Pentingnya ‘Digital Marketing’ dari IITCF

Pentingnya 'Digital Marketing' dari IITCF

digital agency – Era komputerisasi membutuhkan taktik tertentu bagi para pengusaha travel dalam mengelola bisnisnya. Mereka perlu memakai komputerisasi marketing supaya dapat memenangkan kompetisi.Era komputerisasi membutuhkan taktik tertentu bagi para pengusaha travel dalam mengelola bisnisnya. Mereka perlu memakai komputerisasi marketing supaya dapat memenangkan kompetisi.

Berkaitan hal itu,  Indonesian Islamic Travel Communication Forum (IITCF) menggelar seminar Optimize Komputerisasi Marketing for Travel Operators komponen kedua. Seminar hal yang demikian diadakan di Muamalat Tower, Jakarta. “Seminar ini bertujuan membuka wawasan bagi travel Muslim seputar bagaimana memegang taktik marketing yang bagus di era komputerisasi ini,” kata Chairman IITCF, Priyadi Kekal.

Dia menambahkan, seminar komputerisasi marketing hal yang demikian akan memperlihatkan nara sumber praktisi komputerisasi marketing. Keduanya yaitu Slamet Riyanto dan Bijaksana Supriyono. “Kami memilih narasumber dari Republika sebab kami mengamati Republika, bagus Online ataupun cetaknya adalah media Islam terbesar di Indonesia. Republika memiliki  andil amat besar bagi para pemilik travel Muslim berhubungan kemajuan  tamasya Muslim,  umrah dan haji,” paparnya.

Dia juga menerangkan, ini adalah seminar kedua membahas komputerisasi marketing yang diadakan oleh IITCF. “Seminar komputerisasi marketing pertama diadakan Februari 2018 dengan nara sumber Alya Mirza. Mengingat peserta membludak, seminar dibagi dua kelas dan diadakan dua hari. Hasil evaluasi kami, perlu diadakan seminar lanjutan. Sebab itulah, kami mengadakan seminar komputerisasi marketing komponen kedua,” tuturnya.

Dia menambahkan, “IITCF memilih Slamet  Riyanto sebab pada dikala  kelas komputerisasi marketing pertama dia sempat memberikan sedikit review, tetapi waktunya kurang.
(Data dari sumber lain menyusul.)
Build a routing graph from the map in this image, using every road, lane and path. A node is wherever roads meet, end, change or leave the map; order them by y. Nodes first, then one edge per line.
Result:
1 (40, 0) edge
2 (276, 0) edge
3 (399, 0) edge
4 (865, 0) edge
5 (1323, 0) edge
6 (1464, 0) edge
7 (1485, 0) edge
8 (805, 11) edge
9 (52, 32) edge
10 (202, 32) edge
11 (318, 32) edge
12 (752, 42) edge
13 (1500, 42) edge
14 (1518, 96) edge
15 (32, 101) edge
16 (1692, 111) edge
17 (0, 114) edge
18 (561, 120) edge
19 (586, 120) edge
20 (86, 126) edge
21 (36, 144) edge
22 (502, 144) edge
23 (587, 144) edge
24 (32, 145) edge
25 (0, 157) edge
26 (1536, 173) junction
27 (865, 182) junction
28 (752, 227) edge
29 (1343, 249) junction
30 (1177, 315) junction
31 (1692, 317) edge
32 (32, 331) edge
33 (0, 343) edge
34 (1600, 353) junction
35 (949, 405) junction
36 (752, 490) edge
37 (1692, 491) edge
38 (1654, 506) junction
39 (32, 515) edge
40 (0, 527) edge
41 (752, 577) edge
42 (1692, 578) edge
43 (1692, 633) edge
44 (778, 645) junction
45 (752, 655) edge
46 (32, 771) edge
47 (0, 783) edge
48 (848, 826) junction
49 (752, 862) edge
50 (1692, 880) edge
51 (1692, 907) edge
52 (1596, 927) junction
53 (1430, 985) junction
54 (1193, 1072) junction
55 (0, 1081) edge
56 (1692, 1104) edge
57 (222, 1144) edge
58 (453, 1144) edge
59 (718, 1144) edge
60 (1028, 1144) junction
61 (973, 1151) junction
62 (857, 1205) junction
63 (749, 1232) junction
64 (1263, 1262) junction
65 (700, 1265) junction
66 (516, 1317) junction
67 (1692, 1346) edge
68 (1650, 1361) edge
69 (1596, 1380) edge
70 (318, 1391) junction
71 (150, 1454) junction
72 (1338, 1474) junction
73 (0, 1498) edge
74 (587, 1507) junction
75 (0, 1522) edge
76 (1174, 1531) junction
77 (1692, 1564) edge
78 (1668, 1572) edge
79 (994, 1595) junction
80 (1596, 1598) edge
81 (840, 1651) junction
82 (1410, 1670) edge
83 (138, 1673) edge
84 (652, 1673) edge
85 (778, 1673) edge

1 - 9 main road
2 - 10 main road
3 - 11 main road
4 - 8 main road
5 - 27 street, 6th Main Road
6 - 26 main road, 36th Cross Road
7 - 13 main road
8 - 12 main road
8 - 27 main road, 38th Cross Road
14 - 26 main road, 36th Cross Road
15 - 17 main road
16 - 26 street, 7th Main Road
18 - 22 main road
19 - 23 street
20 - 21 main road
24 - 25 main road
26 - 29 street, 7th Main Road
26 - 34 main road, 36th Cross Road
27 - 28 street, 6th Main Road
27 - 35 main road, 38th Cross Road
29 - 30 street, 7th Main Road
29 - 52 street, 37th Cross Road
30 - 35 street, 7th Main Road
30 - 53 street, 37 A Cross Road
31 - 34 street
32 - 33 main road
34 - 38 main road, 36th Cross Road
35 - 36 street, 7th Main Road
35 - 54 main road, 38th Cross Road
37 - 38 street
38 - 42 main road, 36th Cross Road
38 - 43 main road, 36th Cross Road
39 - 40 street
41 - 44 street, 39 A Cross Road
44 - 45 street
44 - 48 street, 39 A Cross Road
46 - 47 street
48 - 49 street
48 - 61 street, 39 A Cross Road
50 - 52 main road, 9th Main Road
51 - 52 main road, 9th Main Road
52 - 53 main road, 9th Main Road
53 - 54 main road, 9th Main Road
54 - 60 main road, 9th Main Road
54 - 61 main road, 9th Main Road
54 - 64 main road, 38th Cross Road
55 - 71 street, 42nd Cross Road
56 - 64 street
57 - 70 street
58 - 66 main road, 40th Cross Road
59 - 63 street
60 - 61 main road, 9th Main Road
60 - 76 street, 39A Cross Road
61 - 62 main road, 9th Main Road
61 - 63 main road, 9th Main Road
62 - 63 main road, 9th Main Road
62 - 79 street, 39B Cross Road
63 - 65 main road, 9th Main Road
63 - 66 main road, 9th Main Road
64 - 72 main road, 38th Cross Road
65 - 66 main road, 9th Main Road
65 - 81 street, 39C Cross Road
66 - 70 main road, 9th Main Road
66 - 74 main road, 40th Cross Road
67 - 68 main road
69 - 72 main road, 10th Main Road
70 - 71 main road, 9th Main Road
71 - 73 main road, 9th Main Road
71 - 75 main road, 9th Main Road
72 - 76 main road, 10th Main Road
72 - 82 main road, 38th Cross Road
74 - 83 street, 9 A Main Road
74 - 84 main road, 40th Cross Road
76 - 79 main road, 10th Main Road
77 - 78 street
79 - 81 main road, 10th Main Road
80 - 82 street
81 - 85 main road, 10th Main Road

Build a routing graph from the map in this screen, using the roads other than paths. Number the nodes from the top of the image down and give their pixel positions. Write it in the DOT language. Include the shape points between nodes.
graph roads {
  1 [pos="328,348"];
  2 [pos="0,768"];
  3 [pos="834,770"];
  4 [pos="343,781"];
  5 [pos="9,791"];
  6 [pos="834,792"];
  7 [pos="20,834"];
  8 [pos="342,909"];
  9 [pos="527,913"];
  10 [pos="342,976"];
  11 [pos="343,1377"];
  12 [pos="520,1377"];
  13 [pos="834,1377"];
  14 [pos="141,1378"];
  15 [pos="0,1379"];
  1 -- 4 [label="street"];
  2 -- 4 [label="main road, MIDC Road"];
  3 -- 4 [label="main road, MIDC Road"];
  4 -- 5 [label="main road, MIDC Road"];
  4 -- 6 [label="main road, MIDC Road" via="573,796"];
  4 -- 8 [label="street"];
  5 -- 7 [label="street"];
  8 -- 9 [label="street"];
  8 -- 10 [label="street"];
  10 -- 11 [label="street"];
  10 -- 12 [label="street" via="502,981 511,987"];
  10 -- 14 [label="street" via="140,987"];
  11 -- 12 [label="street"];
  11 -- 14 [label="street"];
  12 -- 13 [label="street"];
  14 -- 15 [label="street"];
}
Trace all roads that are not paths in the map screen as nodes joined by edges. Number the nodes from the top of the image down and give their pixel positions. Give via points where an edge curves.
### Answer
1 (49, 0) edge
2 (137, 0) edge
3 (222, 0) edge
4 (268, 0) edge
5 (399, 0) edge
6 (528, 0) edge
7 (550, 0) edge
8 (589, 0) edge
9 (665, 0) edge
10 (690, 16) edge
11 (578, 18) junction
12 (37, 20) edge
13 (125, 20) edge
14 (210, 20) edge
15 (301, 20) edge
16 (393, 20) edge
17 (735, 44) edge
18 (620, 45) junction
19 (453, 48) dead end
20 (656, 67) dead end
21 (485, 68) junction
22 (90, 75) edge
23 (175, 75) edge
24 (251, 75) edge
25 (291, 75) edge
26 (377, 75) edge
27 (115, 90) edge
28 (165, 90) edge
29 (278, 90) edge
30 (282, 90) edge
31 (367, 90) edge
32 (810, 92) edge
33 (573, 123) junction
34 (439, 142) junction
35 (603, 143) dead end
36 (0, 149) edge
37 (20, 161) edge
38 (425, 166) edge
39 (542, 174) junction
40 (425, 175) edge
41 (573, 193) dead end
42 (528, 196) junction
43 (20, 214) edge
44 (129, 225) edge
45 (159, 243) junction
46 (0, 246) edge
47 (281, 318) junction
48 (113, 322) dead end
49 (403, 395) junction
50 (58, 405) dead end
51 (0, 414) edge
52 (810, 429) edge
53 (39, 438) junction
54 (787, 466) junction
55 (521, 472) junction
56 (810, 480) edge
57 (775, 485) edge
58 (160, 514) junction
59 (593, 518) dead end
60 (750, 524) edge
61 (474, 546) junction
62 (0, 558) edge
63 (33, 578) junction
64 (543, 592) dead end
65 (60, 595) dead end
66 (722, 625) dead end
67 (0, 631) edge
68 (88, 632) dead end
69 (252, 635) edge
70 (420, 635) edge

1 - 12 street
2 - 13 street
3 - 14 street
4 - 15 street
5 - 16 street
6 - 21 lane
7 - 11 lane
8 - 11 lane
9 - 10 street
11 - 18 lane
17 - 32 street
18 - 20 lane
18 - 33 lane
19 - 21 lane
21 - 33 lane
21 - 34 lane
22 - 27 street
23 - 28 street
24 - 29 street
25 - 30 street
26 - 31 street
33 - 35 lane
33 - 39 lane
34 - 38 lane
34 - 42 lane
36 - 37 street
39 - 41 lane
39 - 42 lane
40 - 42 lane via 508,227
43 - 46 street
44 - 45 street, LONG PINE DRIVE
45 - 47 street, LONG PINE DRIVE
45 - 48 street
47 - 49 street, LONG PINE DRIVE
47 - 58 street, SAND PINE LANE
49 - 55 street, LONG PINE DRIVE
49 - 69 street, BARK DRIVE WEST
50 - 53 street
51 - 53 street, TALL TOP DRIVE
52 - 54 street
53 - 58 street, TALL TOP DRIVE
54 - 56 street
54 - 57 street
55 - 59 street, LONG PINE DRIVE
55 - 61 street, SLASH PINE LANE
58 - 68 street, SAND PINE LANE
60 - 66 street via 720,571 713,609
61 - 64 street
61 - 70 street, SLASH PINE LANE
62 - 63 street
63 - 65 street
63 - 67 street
Karenanya,  kini kami memberikan  waktu penuh  terhadap regu republika untuk memberikan wawasan terhadap sahabat-sahabat IITCF mengenai pentingnya media online dikala ini bagi para travel. Kami juga berkeinginan adanya kerja sama yang bagus yang terus terjalin antara Republika dan IITCF. Tentu saja, kerja sama yang saling menguntungkan.”

Priyadi mengemukakan, pada peluang yang sama, IITCF juga akan melaksanakan sosialisasi mengenai Sertifikasi Usaha Pariwisata lingkup Biro Perjalanan Tamasya (BPW). Perlunya sertifikasi pariwisata dengan lingkup BPW adalah prasyarat yang dimandatorikan melewati Regulasi Menteri Agama (PMA) nomor  08 tahun 2018. PIU Mesti mempunyai akta pariwisata dengan lingkup BPW.

“Regu dari Komite  Akreditasi Nasional (KAN) yang mengurusi sertifikasi usaha akan  memberikan presentasi pada dikala acara hal yang demikian. Sebab itu sosialiasi sertifikasi BPW ini amat penting ditiru oleh para pemilik atau pengelola  travel,” ujar Priyadi.

Dia menceritakan, acara seminar hal yang demikian didorong oleh Bank Muamalat. Bank Muamalat adalah mitra perbankan IITCF yang memberikan fasilitas ruangan meetingnya di lantai 19 Muamalat Tower. “Kami berterima beri terhadap Bank Muamalat atas kesediaan bank syariah pertama di Indonesia hal yang demikian berprofesi sama dengan IITCF,” tuturnya.